** How to complete this task **
Would you retype the records below exactly as they appear?

** Records for processing **
********************
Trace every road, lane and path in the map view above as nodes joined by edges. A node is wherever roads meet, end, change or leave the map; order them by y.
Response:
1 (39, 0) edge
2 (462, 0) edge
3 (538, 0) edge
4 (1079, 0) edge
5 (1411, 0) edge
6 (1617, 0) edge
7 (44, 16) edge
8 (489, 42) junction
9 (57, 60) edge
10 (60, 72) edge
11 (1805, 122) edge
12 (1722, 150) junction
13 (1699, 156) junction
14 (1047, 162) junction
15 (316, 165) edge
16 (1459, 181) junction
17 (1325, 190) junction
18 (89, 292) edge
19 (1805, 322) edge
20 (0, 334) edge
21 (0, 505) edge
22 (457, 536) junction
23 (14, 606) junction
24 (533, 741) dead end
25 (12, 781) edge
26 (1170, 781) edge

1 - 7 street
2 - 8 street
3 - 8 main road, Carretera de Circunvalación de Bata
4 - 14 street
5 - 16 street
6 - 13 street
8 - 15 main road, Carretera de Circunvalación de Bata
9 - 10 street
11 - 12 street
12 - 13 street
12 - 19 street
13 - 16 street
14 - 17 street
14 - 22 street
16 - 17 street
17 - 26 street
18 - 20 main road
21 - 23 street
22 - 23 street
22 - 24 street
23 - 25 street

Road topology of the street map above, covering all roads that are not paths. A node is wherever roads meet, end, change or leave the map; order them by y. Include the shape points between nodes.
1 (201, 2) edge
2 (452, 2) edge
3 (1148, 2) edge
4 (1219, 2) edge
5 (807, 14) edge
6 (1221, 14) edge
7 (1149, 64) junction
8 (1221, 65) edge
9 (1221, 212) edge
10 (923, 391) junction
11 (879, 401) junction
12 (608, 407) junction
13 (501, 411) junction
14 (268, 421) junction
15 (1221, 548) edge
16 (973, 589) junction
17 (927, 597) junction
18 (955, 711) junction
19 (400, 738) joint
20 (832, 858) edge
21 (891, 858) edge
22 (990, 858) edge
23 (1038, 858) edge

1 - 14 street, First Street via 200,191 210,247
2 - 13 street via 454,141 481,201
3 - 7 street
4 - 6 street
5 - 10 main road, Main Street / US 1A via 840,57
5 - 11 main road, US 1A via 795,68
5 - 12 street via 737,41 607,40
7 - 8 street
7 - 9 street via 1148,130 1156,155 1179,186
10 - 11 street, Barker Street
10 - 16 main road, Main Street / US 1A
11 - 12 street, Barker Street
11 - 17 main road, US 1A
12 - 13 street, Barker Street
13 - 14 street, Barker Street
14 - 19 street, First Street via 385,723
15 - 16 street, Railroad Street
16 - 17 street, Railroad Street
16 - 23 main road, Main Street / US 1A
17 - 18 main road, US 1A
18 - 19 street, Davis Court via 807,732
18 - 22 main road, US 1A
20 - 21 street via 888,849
********************
** Reply to the task **
Trace every road, lane and path in the map view above as nodes joined by edges. A node is wherever roads meet, end, change or leave the map; order them by y.
Response:
1 (39, 0) edge
2 (462, 0) edge
3 (538, 0) edge
4 (1079, 0) edge
5 (1411, 0) edge
6 (1617, 0) edge
7 (44, 16) edge
8 (489, 42) junction
9 (57, 60) edge
10 (60, 72) edge
11 (1805, 122) edge
12 (1722, 150) junction
13 (1699, 156) junction
14 (1047, 162) junction
15 (316, 165) edge
16 (1459, 181) junction
17 (1325, 190) junction
18 (89, 292) edge
19 (1805, 322) edge
20 (0, 334) edge
21 (0, 505) edge
22 (457, 536) junction
23 (14, 606) junction
24 (533, 741) dead end
25 (12, 781) edge
26 (1170, 781) edge

1 - 7 street
2 - 8 street
3 - 8 main road, Carretera de Circunvalación de Bata
4 - 14 street
5 - 16 street
6 - 13 street
8 - 15 main road, Carretera de Circunvalación de Bata
9 - 10 street
11 - 12 street
12 - 13 street
12 - 19 street
13 - 16 street
14 - 17 street
14 - 22 street
16 - 17 street
17 - 26 street
18 - 20 main road
21 - 23 street
22 - 23 street
22 - 24 street
23 - 25 street

Road topology of the street map above, covering all roads that are not paths. A node is wherever roads meet, end, change or leave the map; order them by y. Include the shape points between nodes.
1 (201, 2) edge
2 (452, 2) edge
3 (1148, 2) edge
4 (1219, 2) edge
5 (807, 14) edge
6 (1221, 14) edge
7 (1149, 64) junction
8 (1221, 65) edge
9 (1221, 212) edge
10 (923, 391) junction
11 (879, 401) junction
12 (608, 407) junction
13 (501, 411) junction
14 (268, 421) junction
15 (1221, 548) edge
16 (973, 589) junction
17 (927, 597) junction
18 (955, 711) junction
19 (400, 738) joint
20 (832, 858) edge
21 (891, 858) edge
22 (990, 858) edge
23 (1038, 858) edge

1 - 14 street, First Street via 200,191 210,247
2 - 13 street via 454,141 481,201
3 - 7 street
4 - 6 street
5 - 10 main road, Main Street / US 1A via 840,57
5 - 11 main road, US 1A via 795,68
5 - 12 street via 737,41 607,40
7 - 8 street
7 - 9 street via 1148,130 1156,155 1179,186
10 - 11 street, Barker Street
10 - 16 main road, Main Street / US 1A
11 - 12 street, Barker Street
11 - 17 main road, US 1A
12 - 13 street, Barker Street
13 - 14 street, Barker Street
14 - 19 street, First Street via 385,723
15 - 16 street, Railroad Street
16 - 17 street, Railroad Street
16 - 23 main road, Main Street / US 1A
17 - 18 main road, US 1A
18 - 19 street, Davis Court via 807,732
18 - 22 main road, US 1A
20 - 21 street via 888,849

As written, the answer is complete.